- [WHAT IS EXPECTED] Scan the records for "other" and copy each line that contains it.

- [EXTRACTED RECORDS]
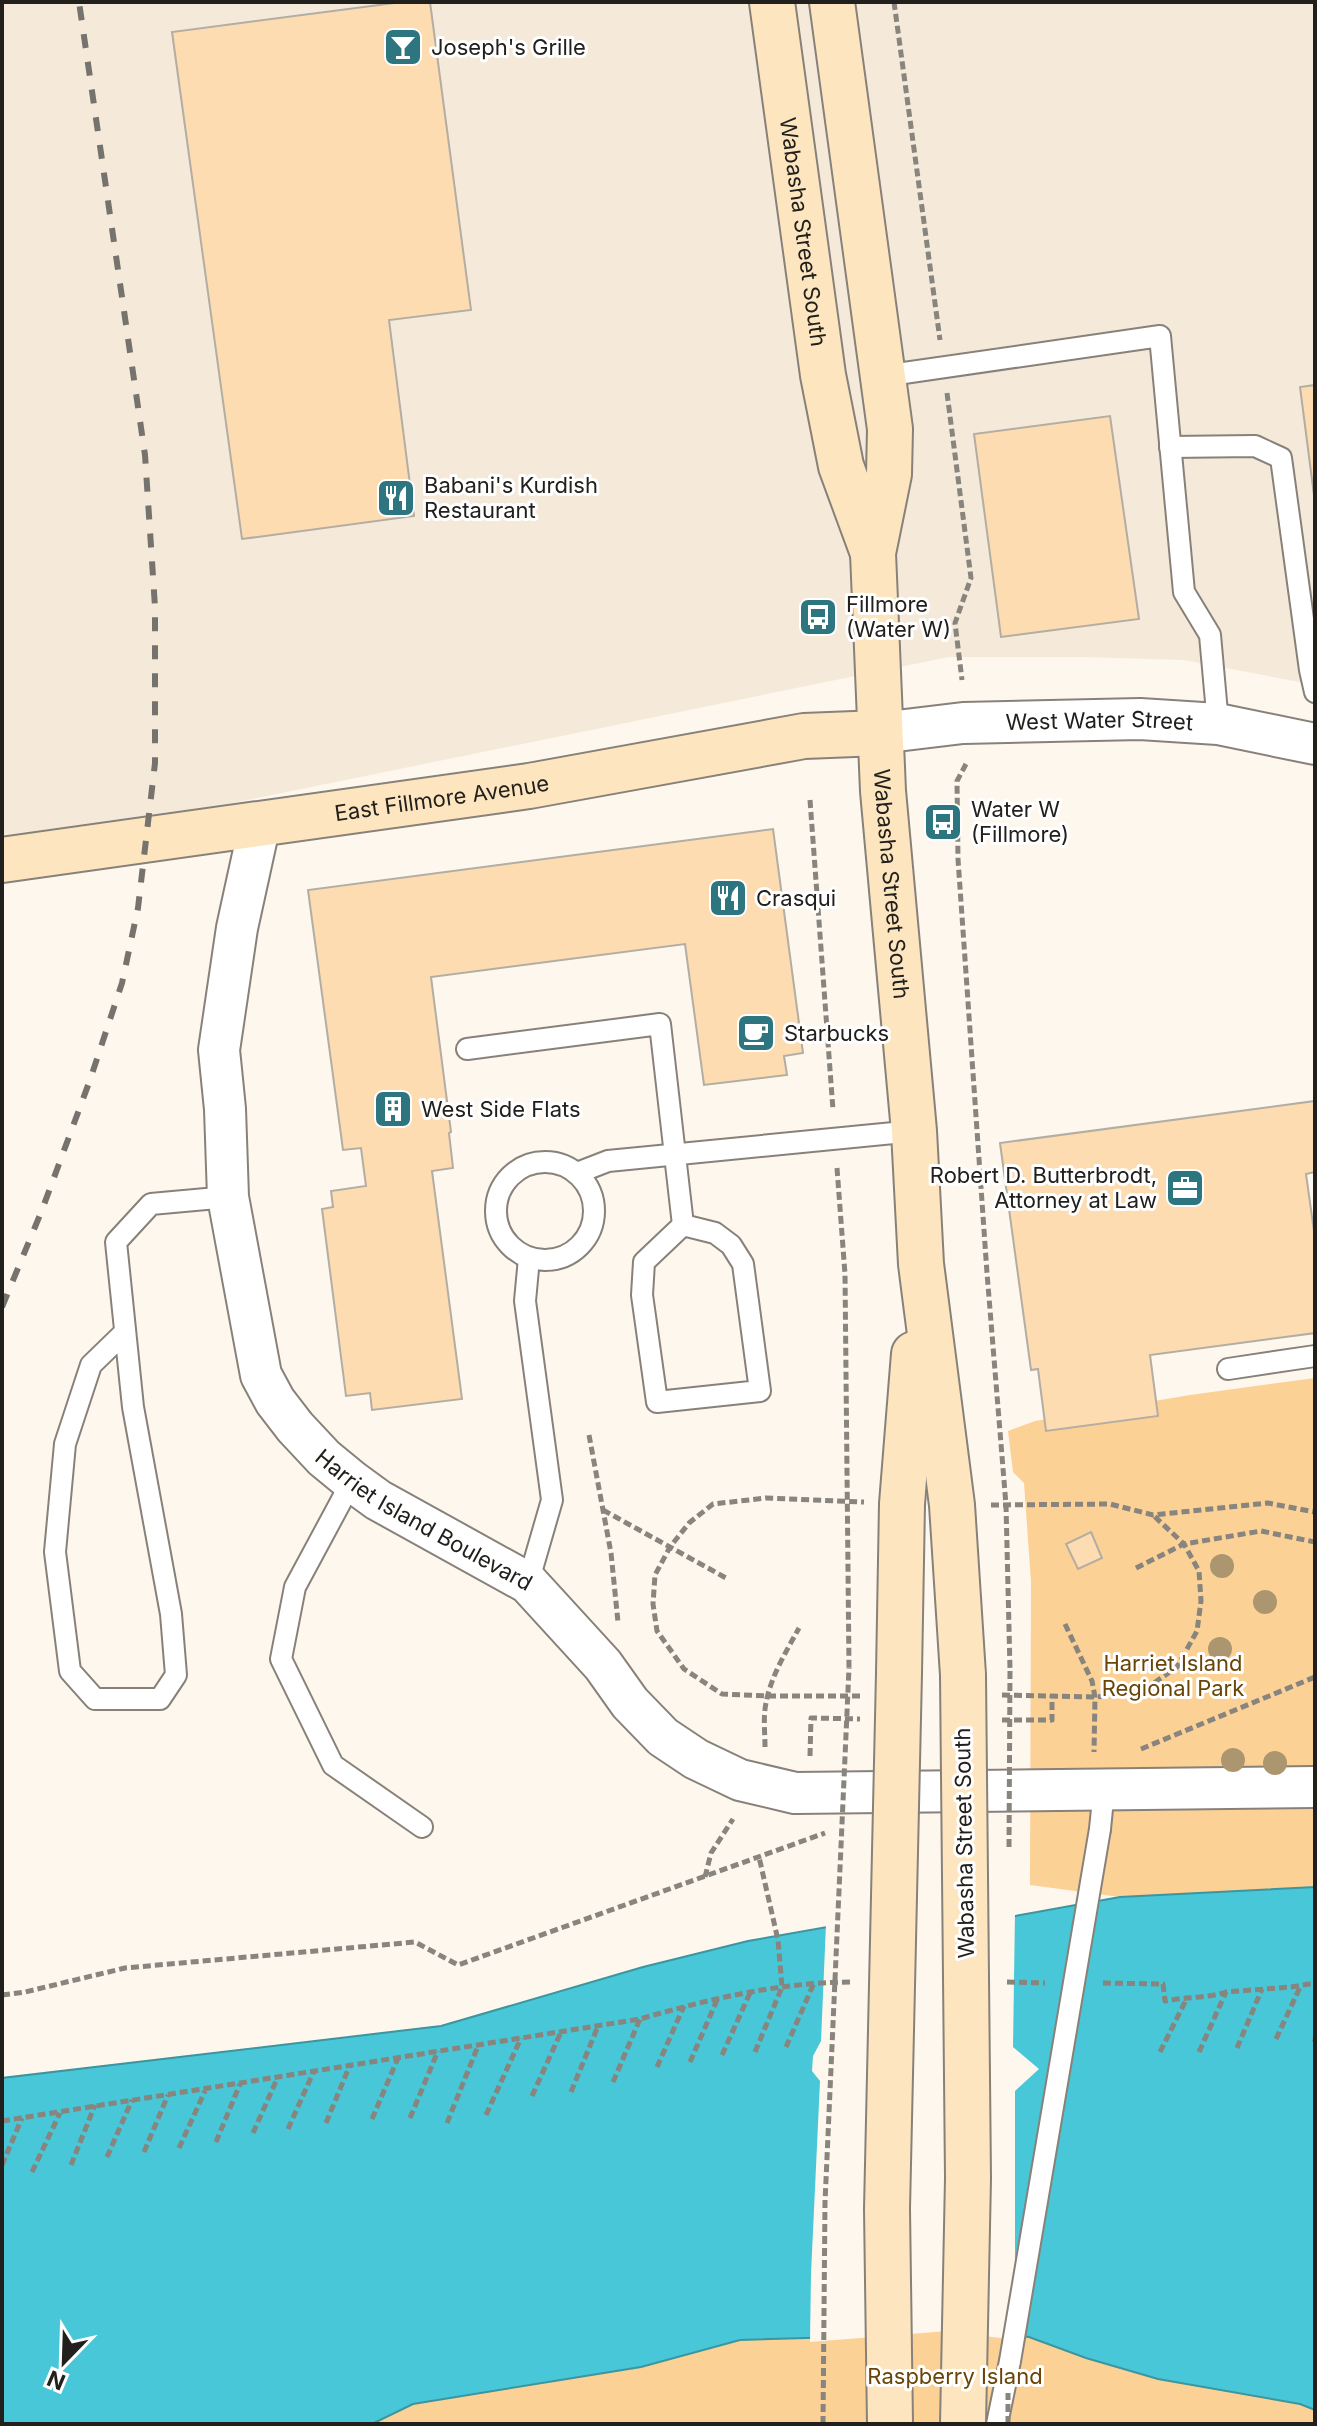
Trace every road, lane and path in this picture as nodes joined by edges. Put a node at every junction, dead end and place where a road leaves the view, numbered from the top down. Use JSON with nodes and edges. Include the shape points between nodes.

* * *

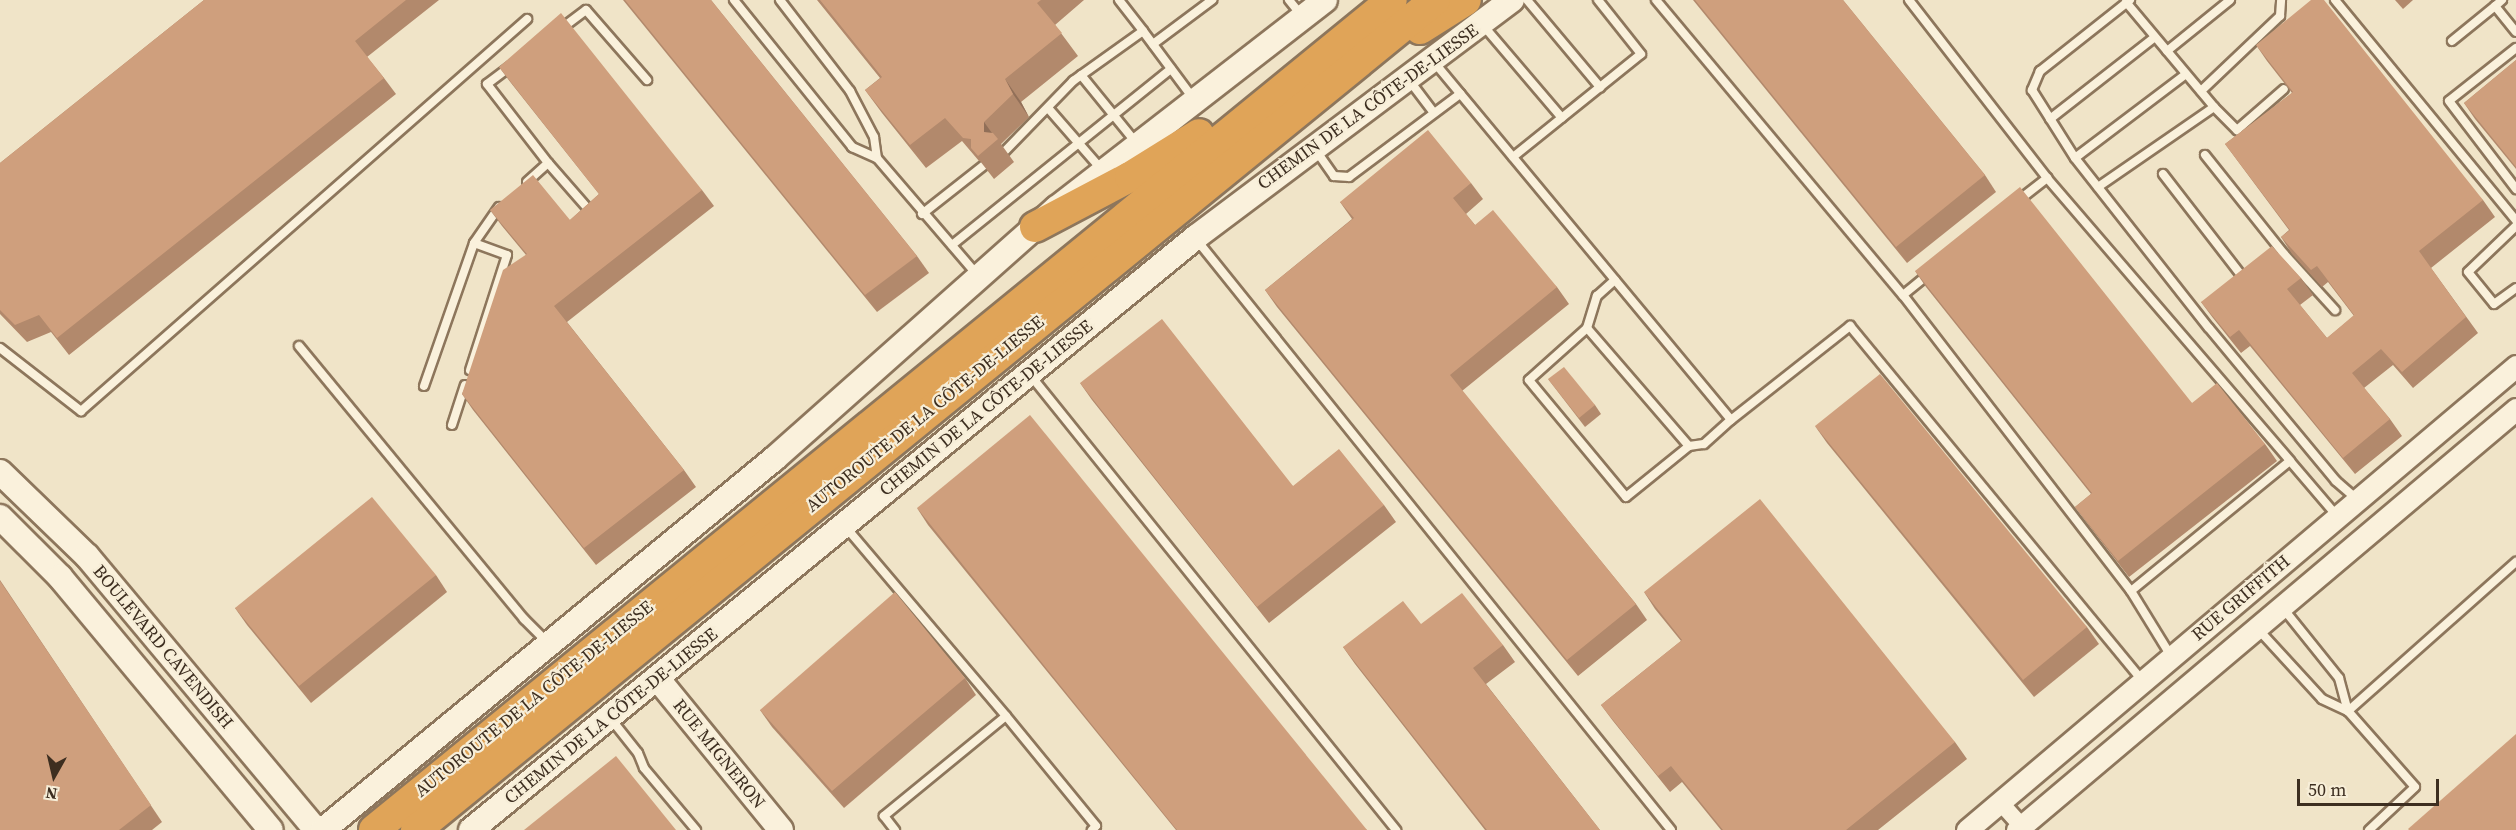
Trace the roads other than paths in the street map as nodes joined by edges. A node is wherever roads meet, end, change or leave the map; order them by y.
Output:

* * *

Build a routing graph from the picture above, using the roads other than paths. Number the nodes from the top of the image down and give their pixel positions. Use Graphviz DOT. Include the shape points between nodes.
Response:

- [EXERCISE RESPONSE]
Trace the roads other than paths in the street map as nodes joined by edges. A node is wherever roads meet, end, change or leave the map; order them by y.
Build a routing graph from the picture above, using the roads other than paths. Number the nodes from the top of the image down and give their pixel positions. Use Graphviz DOT. Include the shape points between nodes.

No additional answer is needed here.